As we can see in the network visualization above, this process yields two candidate links for every entry, except for the first and last. However, it is important to note that this data is extremely unusual, and only occurs because the elements of each data frame alternate consistently in the sorted series. We can see this if we capitalize all the elements from df_a:

[ALFRED, 'alfred', BOB, 'callum', CALVIN, 'danny', HOBBES, 'hobie', RUSTY, 'rusty']

With different name data, we will see that individual records may be given significantly more, or significantly fewer, candidate links depending on biases in the input data.

The small neighbourhood

What if the sorted neighbourhood contains very few unique elements? Here, we can see the sorted list that would occur if df_a contained only alfred and df_b contained only beth.

[ALFRED, ALFRED, ALFRED, ALFRED, ALFRED, 'beth', 'beth', 'beth', 'beth', 'beth']

Since alfred and beth are contained in the same window (i.e. are adjacent), all cases of alfred and beth are considered adjacent.
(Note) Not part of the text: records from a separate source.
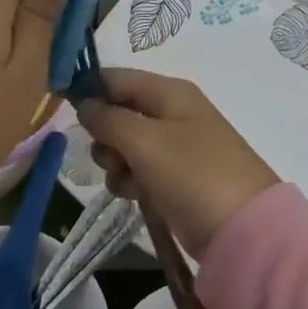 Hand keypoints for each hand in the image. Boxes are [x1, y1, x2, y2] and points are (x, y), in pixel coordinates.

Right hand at [77, 69, 278, 261]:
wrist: (242, 230)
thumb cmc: (192, 173)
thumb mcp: (144, 140)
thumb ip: (107, 118)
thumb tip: (84, 103)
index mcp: (170, 93)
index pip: (117, 77)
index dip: (90, 90)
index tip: (65, 110)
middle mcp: (172, 113)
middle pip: (119, 112)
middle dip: (104, 134)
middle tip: (111, 154)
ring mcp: (174, 148)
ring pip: (124, 145)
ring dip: (115, 162)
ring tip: (127, 180)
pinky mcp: (174, 179)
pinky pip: (138, 170)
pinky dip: (130, 181)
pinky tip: (135, 195) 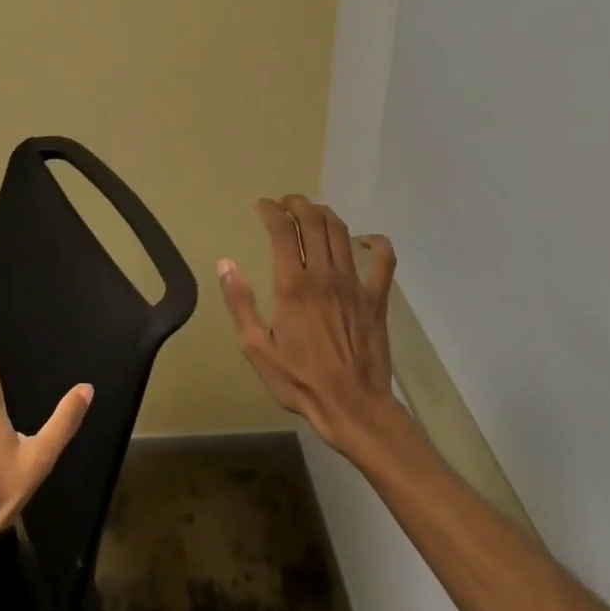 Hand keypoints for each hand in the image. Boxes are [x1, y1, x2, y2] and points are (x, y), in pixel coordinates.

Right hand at [218, 196, 398, 459]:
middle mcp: (324, 276)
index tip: (260, 206)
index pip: (282, 231)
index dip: (270, 211)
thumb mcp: (256, 347)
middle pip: (314, 222)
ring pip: (342, 233)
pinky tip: (365, 240)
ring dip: (325, 214)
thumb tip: (225, 263)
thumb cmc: (299, 380)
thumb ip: (240, 302)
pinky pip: (384, 260)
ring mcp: (354, 284)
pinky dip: (376, 242)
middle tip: (284, 203)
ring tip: (311, 212)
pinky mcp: (377, 298)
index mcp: (293, 286)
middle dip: (297, 204)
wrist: (353, 407) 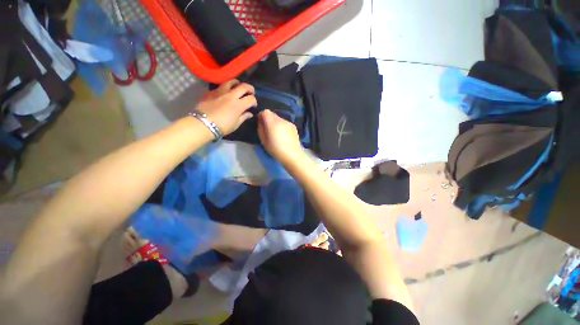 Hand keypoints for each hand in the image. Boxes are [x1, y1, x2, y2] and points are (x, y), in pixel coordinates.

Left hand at [195, 80, 256, 134]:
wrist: (203, 124)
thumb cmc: (222, 127)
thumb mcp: (236, 124)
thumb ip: (244, 117)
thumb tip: (249, 113)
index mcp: (238, 105)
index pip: (251, 99)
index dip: (254, 102)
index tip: (253, 106)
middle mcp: (231, 95)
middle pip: (244, 86)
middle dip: (250, 89)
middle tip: (251, 93)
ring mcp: (220, 92)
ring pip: (231, 82)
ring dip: (238, 84)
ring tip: (238, 88)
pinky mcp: (211, 92)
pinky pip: (221, 86)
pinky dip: (226, 88)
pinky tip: (225, 94)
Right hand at [257, 109, 302, 164]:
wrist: (293, 156)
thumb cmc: (276, 151)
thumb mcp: (264, 141)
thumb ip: (260, 129)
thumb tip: (260, 122)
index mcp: (273, 124)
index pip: (265, 112)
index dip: (261, 116)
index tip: (261, 123)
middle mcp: (281, 120)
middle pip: (272, 114)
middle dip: (268, 119)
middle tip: (268, 129)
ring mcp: (289, 123)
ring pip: (279, 118)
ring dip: (275, 123)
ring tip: (276, 134)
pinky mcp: (293, 126)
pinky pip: (284, 123)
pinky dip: (282, 126)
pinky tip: (283, 136) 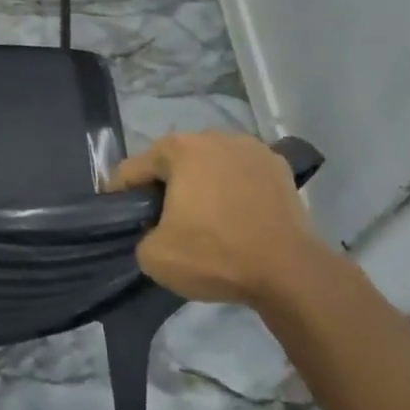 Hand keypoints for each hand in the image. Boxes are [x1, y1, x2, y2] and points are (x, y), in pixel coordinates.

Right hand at [108, 132, 330, 308]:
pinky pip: (243, 174)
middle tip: (164, 219)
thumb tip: (155, 231)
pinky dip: (235, 189)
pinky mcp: (279, 166)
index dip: (121, 194)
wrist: (289, 272)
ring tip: (205, 217)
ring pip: (211, 164)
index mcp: (179, 149)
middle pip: (175, 161)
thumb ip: (141, 235)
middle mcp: (214, 136)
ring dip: (203, 183)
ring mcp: (251, 148)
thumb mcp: (155, 257)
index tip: (120, 216)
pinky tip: (237, 215)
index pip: (134, 168)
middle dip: (165, 185)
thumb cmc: (215, 255) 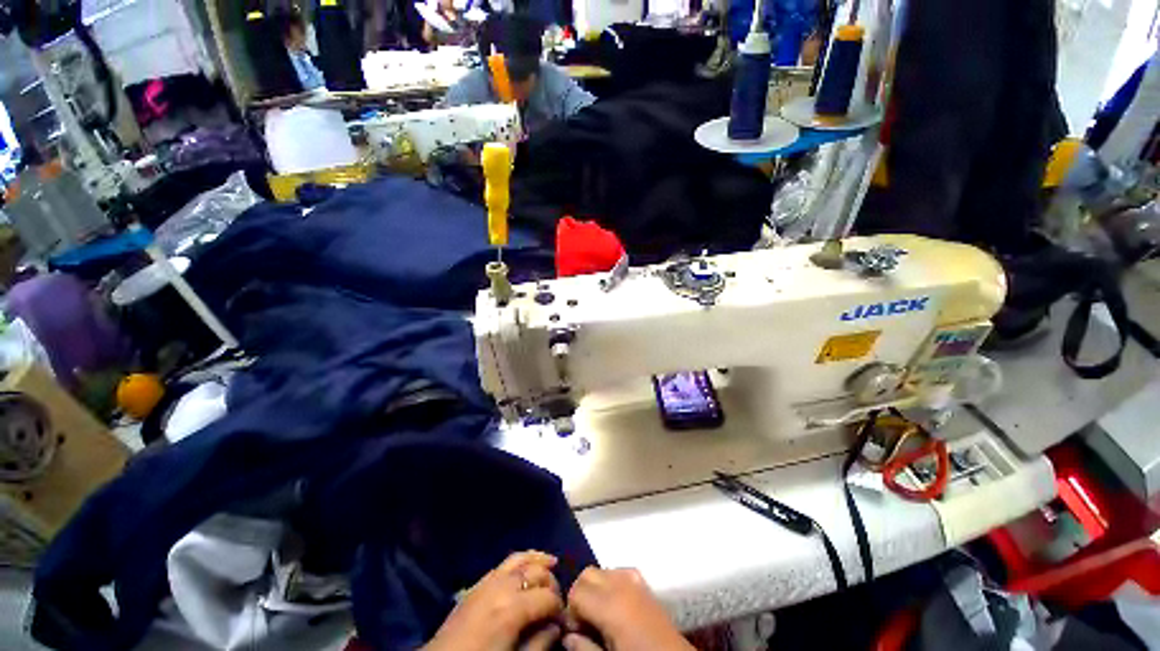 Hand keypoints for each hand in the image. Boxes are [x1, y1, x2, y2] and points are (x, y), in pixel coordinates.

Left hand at [424, 551, 563, 650]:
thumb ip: (539, 644)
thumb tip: (556, 626)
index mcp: (511, 608)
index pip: (548, 597)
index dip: (560, 608)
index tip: (565, 621)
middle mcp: (501, 587)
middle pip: (536, 573)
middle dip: (552, 584)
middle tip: (558, 602)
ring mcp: (487, 581)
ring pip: (520, 559)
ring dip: (538, 560)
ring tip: (553, 563)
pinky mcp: (477, 584)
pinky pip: (503, 564)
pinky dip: (519, 560)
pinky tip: (526, 564)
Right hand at [563, 568, 693, 650]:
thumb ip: (585, 648)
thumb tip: (567, 636)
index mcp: (610, 605)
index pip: (576, 591)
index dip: (570, 612)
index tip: (575, 632)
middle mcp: (620, 584)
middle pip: (587, 574)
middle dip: (580, 594)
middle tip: (584, 623)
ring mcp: (635, 580)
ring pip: (602, 570)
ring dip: (595, 588)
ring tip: (599, 615)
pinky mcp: (645, 584)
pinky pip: (619, 572)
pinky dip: (611, 583)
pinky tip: (615, 607)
The resulting set of candidate links is equivalent to what would be created with the Full Index method:

Network diagram with small neighbourhood.

The divided neighbourhood

On the other hand, consider another case where the all elements from df_a are sorted before the elements of df_b, but each name is a distinct value:

[AGNES, ALEXANDER, ALFRED, ALICE, AMY, 'beth', 'bill', 'bob', 'brittany', 'bruce']
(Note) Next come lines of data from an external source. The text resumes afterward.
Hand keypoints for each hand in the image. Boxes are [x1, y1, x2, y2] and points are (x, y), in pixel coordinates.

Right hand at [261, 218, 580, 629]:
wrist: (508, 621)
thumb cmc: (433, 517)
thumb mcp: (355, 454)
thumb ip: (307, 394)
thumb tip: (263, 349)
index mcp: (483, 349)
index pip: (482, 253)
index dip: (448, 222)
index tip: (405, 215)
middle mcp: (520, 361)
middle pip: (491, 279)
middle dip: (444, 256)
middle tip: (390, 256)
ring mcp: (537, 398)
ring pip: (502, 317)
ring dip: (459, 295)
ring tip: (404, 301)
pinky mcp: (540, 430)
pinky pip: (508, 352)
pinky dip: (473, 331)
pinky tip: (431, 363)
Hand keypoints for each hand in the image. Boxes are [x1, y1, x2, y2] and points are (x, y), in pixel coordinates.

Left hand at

Here, only a single link is created! This is because only a single pair of elements from different data frames appear within the same window ('alice' and 'beth').
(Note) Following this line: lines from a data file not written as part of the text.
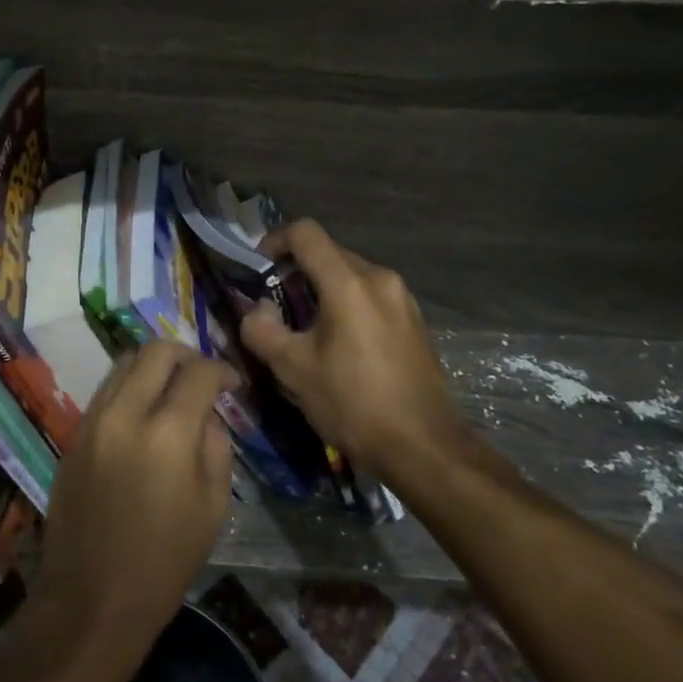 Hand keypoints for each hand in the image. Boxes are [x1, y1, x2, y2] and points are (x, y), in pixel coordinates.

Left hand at [28, 343, 236, 669]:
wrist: (91, 600)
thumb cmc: (164, 562)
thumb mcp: (213, 506)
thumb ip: (215, 446)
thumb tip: (206, 414)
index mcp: (167, 434)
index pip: (199, 373)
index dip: (222, 370)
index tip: (232, 383)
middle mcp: (126, 414)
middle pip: (156, 351)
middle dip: (186, 355)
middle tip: (201, 377)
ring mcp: (93, 421)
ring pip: (125, 363)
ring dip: (153, 367)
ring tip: (171, 389)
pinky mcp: (74, 434)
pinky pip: (106, 390)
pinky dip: (129, 387)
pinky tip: (143, 412)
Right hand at [239, 219, 469, 482]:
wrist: (424, 447)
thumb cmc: (353, 405)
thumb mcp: (293, 370)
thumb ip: (262, 329)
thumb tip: (258, 308)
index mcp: (349, 283)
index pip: (306, 233)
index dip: (275, 240)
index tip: (258, 266)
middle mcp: (380, 278)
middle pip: (330, 252)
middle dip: (298, 269)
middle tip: (277, 304)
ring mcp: (403, 298)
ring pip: (352, 275)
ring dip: (323, 288)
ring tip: (307, 327)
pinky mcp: (415, 320)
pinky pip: (372, 295)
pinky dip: (348, 304)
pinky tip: (341, 343)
Network diagram with divided neighbourhood.

The random neighbourhood

Just like our original test data showed unusually predictable behaviour, the small neighbourhood and divided neighbourhood examples are extreme cases which highlight the idiosyncrasies of the sorted neighbourhood method. To get a better sense of how sorted neighbour indexing will perform in the real world, let’s look at a random selection of these names:

[ALEXANDER, ALEXANDER, 'alice', 'amy', 'beth', 'beth', BOB, 'brittany', BRUCE, BRUCE]

Here, our randomly selected names un unevenly interspersed, and so we get a less regular pattern.

Network diagram with random neighbourhood.

Choosing a window size

All of these examples maintain the default window size of 3. However, you may find it useful to widen the window. Widening the window will cause a greater number of candidate links to be included. For example, this is what our random neighbourhood example looks like with the window size increased to 5:

Network diagram with random neighbourhood that has the window size increased to 5.

While a larger set of candidate keys will require more computational resources to compare, a larger set may be worth the decreased efficiency. A larger window is less susceptible to idiosyncratic orderings, and will reduce the chance of excluding a true match during the indexing phase. It is important to remember that the goal of indexing is not to find final matches — it is to discard obvious mismatches.


The sorted neighbourhood indexing method is a great tool for increasing efficiency in record linkage, even when exact match blocking is not possible. However, this method has some unusual behaviour that, with unusual data, may create significantly more or significantly fewer candidate links than expected. The sorted neighbourhood method will perform best when there are no systematic differences in the input data, which could cause unexpected behaviour when the data is combined and sorted.